Rock music and nostalgia go hand in hand. Kids get into music right around the time when they are becoming people; it is how they explore the world outside of their bedroom through new ideas and sounds. Don’t believe me? Check out anybody’s music collection and guaranteed the bulk of it will be from the era when they were bumming rides from their parents. This is why seeing Hard Rock Café’s exhibitions of rock and roll history strikes a different cord than your average art collection. In the pieces they collect you see a piece of the musician’s history, and by extension, your own.

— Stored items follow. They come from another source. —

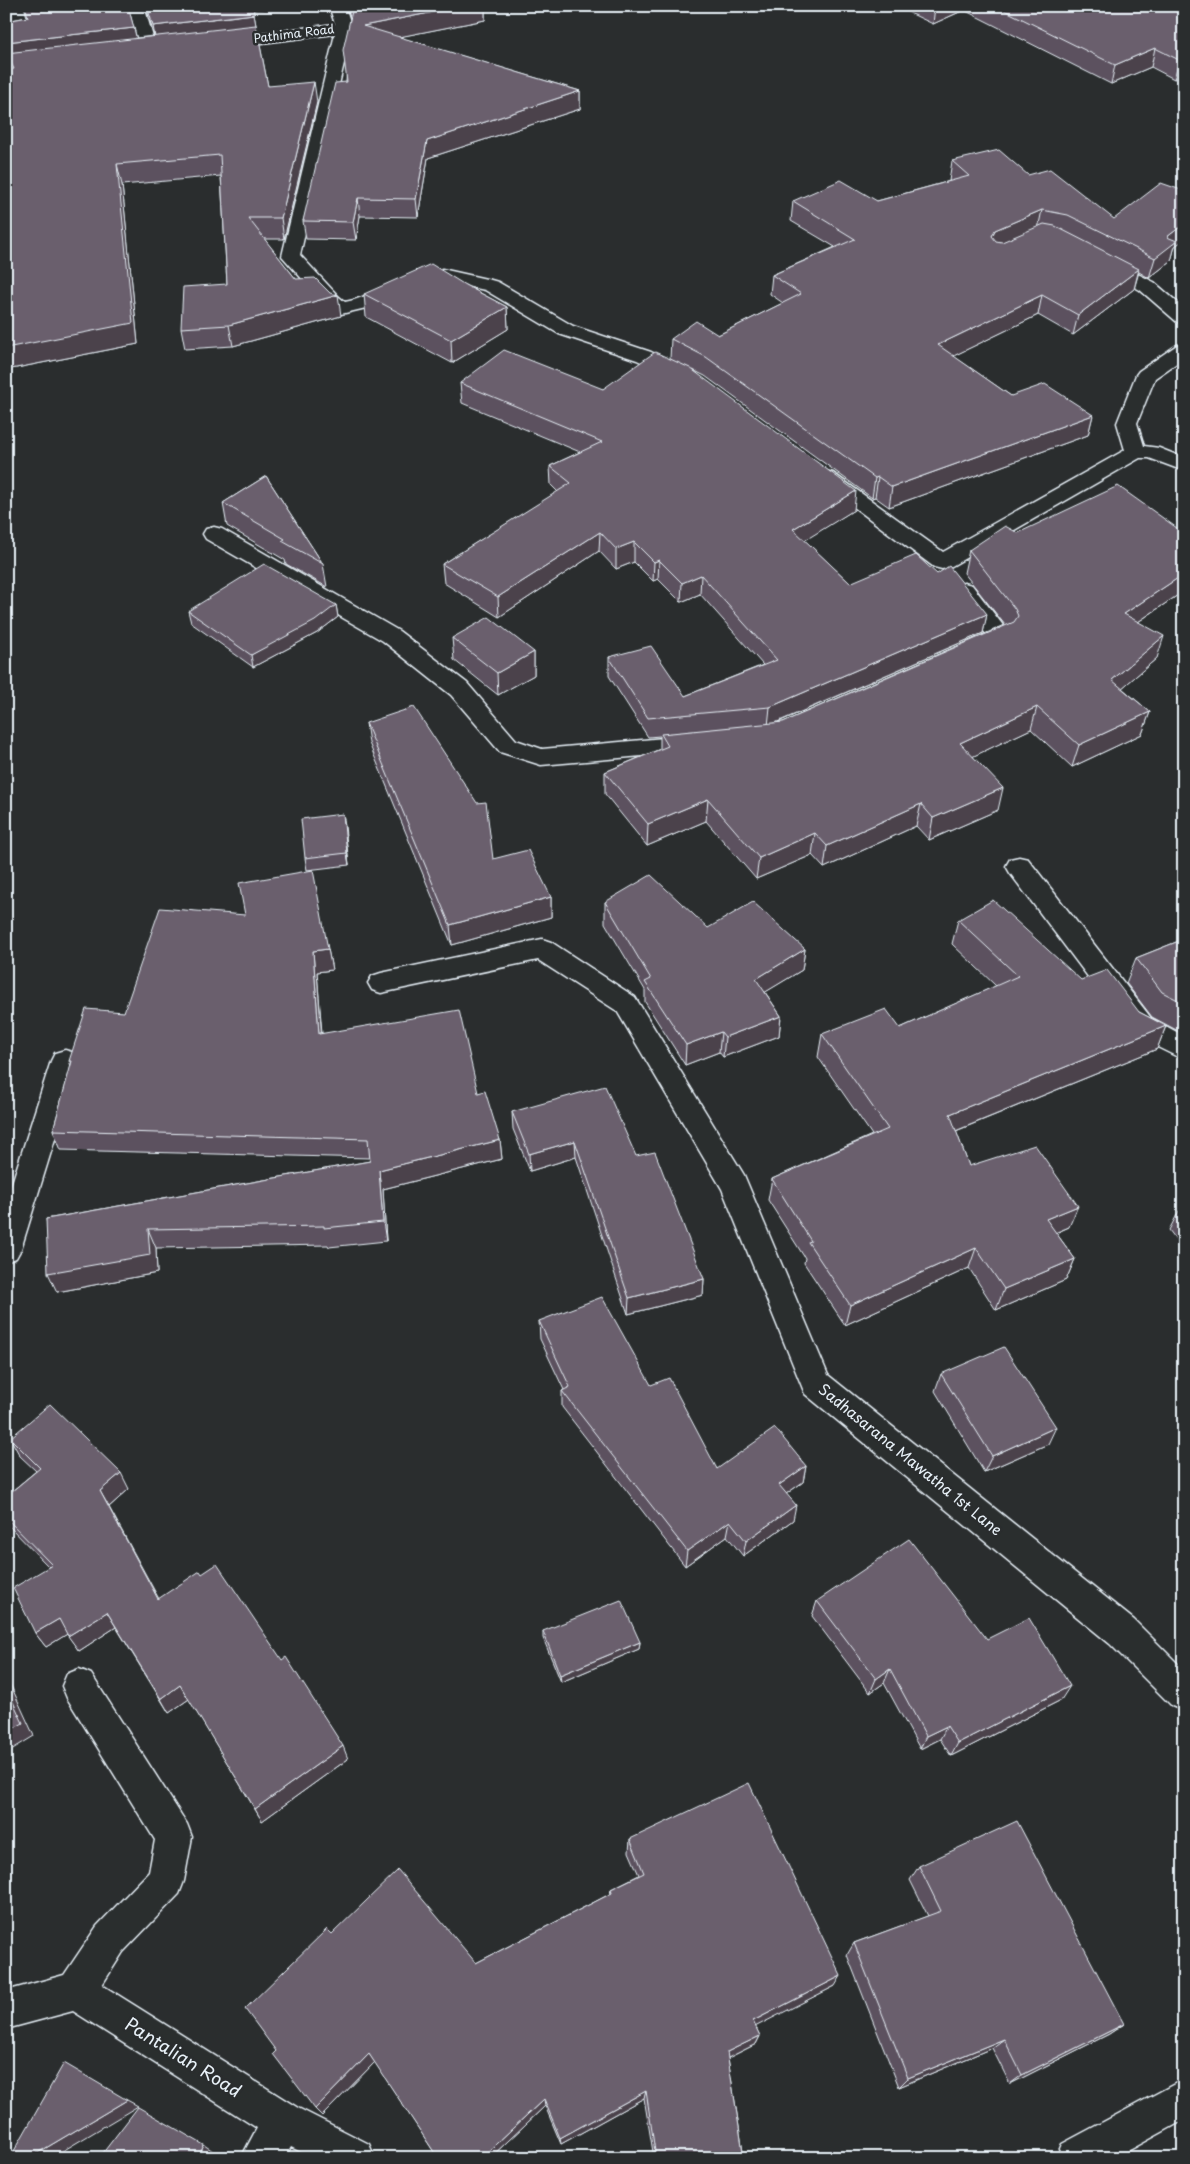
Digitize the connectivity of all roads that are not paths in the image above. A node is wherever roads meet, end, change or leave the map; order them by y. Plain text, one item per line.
1 (136, 6) edge
2 (337, 6) edge
3 (344, 28) junction
4 (208, 44) edge
5 (169, 49) edge
6 (149, 51) junction
7 (130, 53) edge
8 (63, 61) edge
9 (6, 67) edge
10 (1090, 256) edge
11 (1184, 318) edge
12 (1184, 349) edge
13 (698, 382) edge
14 (1136, 452) junction
15 (808, 463) edge
16 (1184, 465) edge
17 (214, 534) dead end
18 (942, 562) junction
19 (955, 657) edge
20 (714, 741) edge
21 (1019, 866) dead end
22 (382, 983) dead end
23 (1184, 1049) edge
24 (65, 1061) dead end
25 (6, 1249) edge
26 (79, 1686) dead end
27 (1184, 1694) edge
28 (76, 1991) junction
29 (6, 2010) edge
30 (1184, 2098) edge
31 (284, 2122) junction
32 (261, 2158) edge
33 (355, 2158) edge
34 (1076, 2158) edge

1 - 6 street
2 - 3 street
3 - 4 street, Pathima Road
3 - 13 street
5 - 6 street
6 - 7 street
8 - 9 street
10 - 11 street
12 - 14 street
14 - 16 street
14 - 18 street
15 - 18 street
17 - 20 street
18 - 19 street
21 - 23 street
22 - 27 street, Sadhasarana Mawatha 1st Lane
24 - 25 street
26 - 28 street
28 - 29 street
28 - 31 street, Pantalian Road
30 - 34 street
31 - 32 street
31 - 33 street, Pantalian Road

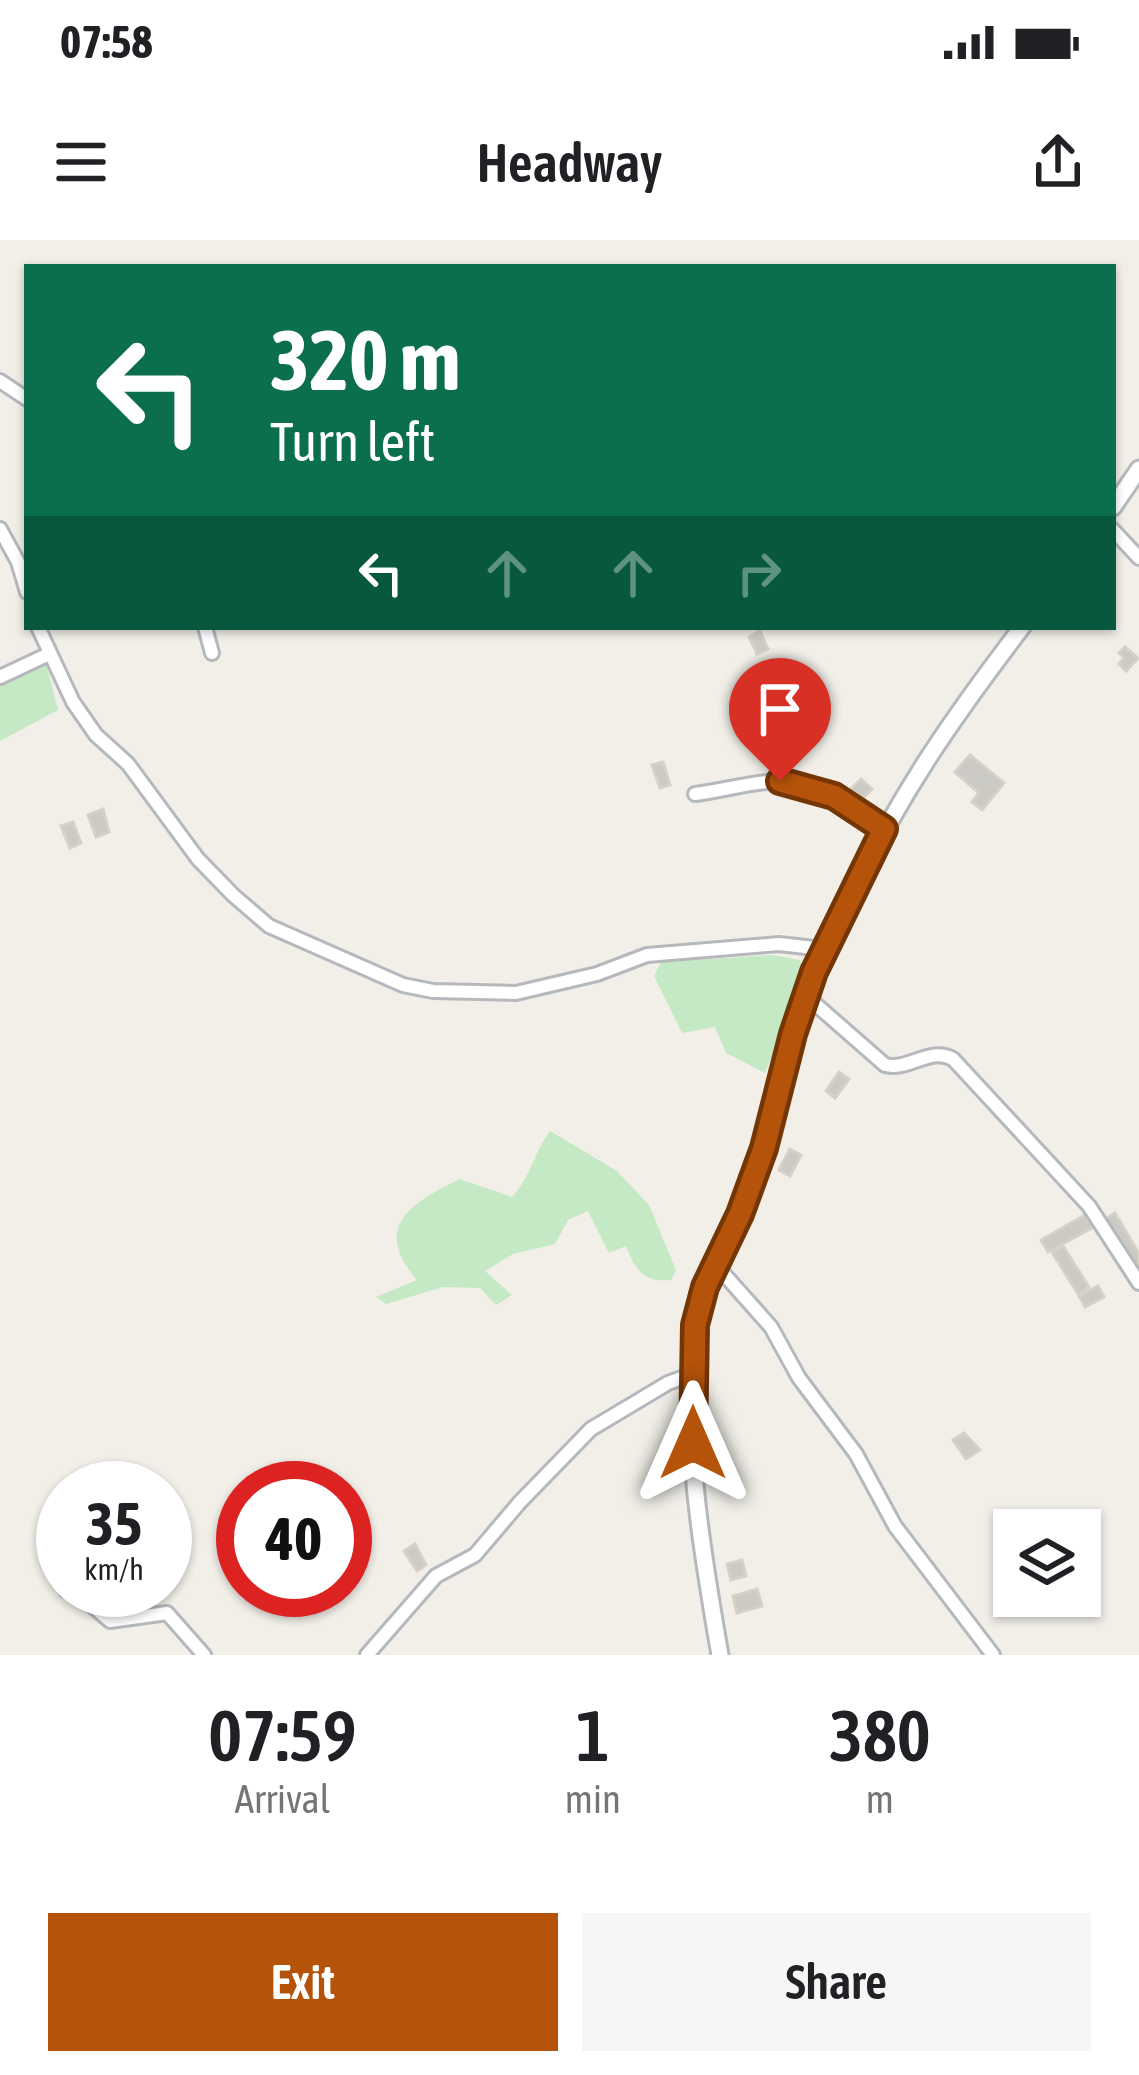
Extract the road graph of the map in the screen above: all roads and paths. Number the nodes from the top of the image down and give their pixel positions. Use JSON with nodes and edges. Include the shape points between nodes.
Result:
{"nodes":[{"id":1,"x":1139,"y":469,"type":"edge"},
{"id":2,"x":1116,"y":503,"type":"edge"},
{"id":3,"x":0,"y":529,"type":"edge"},
{"id":4,"x":1116,"y":533,"type":"edge"},
{"id":5,"x":1139,"y":558,"type":"edge"},
{"id":6,"x":24,"y":582,"type":"edge"},
{"id":7,"x":39,"y":630,"type":"edge"},
{"id":8,"x":207,"y":630,"type":"edge"},
{"id":9,"x":1020,"y":630,"type":"edge"},
{"id":10,"x":212,"y":652,"type":"dead end"},
{"id":11,"x":49,"y":654,"type":"junction"},
{"id":12,"x":0,"y":677,"type":"edge"},
{"id":13,"x":694,"y":794,"type":"dead end"},
{"id":14,"x":884,"y":829,"type":"junction"},
{"id":15,"x":823,"y":950,"type":"junction"},
{"id":16,"x":805,"y":995,"type":"junction"},
{"id":17,"x":715,"y":1264,"type":"junction"},
{"id":18,"x":1139,"y":1283,"type":"edge"},
{"id":19,"x":693,"y":1374,"type":"junction"},
{"id":20,"x":175,"y":1617,"type":"edge"},
{"id":21,"x":204,"y":1655,"type":"edge"},
{"id":22,"x":368,"y":1655,"type":"edge"},
{"id":23,"x":720,"y":1655,"type":"edge"},
{"id":24,"x":993,"y":1655,"type":"edge"}],
"edges":[{"from":1,"to":2,"type":"street"},
{"from":3,"to":6,"type":"street"},
{"from":4,"to":5,"type":"street"},
{"from":7,"to":11,"type":"street"},
{"from":8,"to":10,"type":"street"},
{"from":9,"to":14,"type":"street","via":[[952,718]]},
{"from":11,"to":12,"type":"street"},
{"from":11,"to":15,"type":"street","via":[[96,735],[233,895],[268,926],[403,985],[516,993],[647,955],[779,944]]},
{"from":13,"to":14,"type":"street","via":[[780,781],[834,796]]},
{"from":14,"to":15,"type":"street"},
{"from":15,"to":16,"type":"street"},
{"from":16,"to":17,"type":"street","via":[[764,1148]]},
{"from":16,"to":18,"type":"street","via":[[885,1065],[940,1054],[953,1059],[1089,1206]]},
{"from":17,"to":19,"type":"street","via":[[695,1325]]},
{"from":17,"to":24,"type":"street","via":[[772,1327],[895,1526]]},
{"from":19,"to":22,"type":"street","via":[[591,1429],[475,1555],[436,1576]]},
{"from":19,"to":23,"type":"street","via":[[696,1522]]},
{"from":20,"to":21,"type":"street"}]}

Because of this their traveling exhibit, “Gone Too Soon” (one out of three from Hard Rock currently making the rounds around the world) is of interest to any music lover. The curator, Jeff Nolan, is one of the preeminent Rock Historians in the world and he bought a piece of the exhibit to SXSW at the Fader Fort. He gave us a walk through that included everything from one of Lisa ‘Left Eye’ Lopes of tour outfit to a wallet (of touring guitarist Tommy Allsup) Buddy Holly was carrying when he died on his ill fated flight.
It was a freewheeling conversation that touched on everything from ironic deaths (Stevie Ray Vaughan’s longtime use of drugs only to die clean from a helicopter crash), to Amy Winehouse’s beauty in person (“It’s like this weird piece of art walked out and stands next to you, like Holy Moley!”).
He also talked about how he wanted this tour to encompass the entirety of the rock spectrum and not just to cover traditional rock musicians. He brought up how important it was to him to have Lisa Lopes included, “She was near the top of the list of people I wanted to represent (on this tour). She’s a super important artist not as a member of TLC, but as a writer. She wrote or co-wrote most of their hits.”
When asked about the significance of popular musicians dying at the age of 27 (Winehouse, Cobain, Hendrix, etc) he gave a surprising answer: “I think its coincidence. I will tell you a gone too soon story that is a lot more bizarre then people dying at 27. John Lennon was shot and killed on December 8th, 1980. 24 years later to the day, Dimebag Darrell from Pantera was shot and killed on stage December 8th 2004. To me December 8th is weirder then the 27 thing. I figure it should be a rock and roll holiday when all bands cancel all gigs (laughs)…you cannot see a concert on December 8th because everyone is playing it safe.”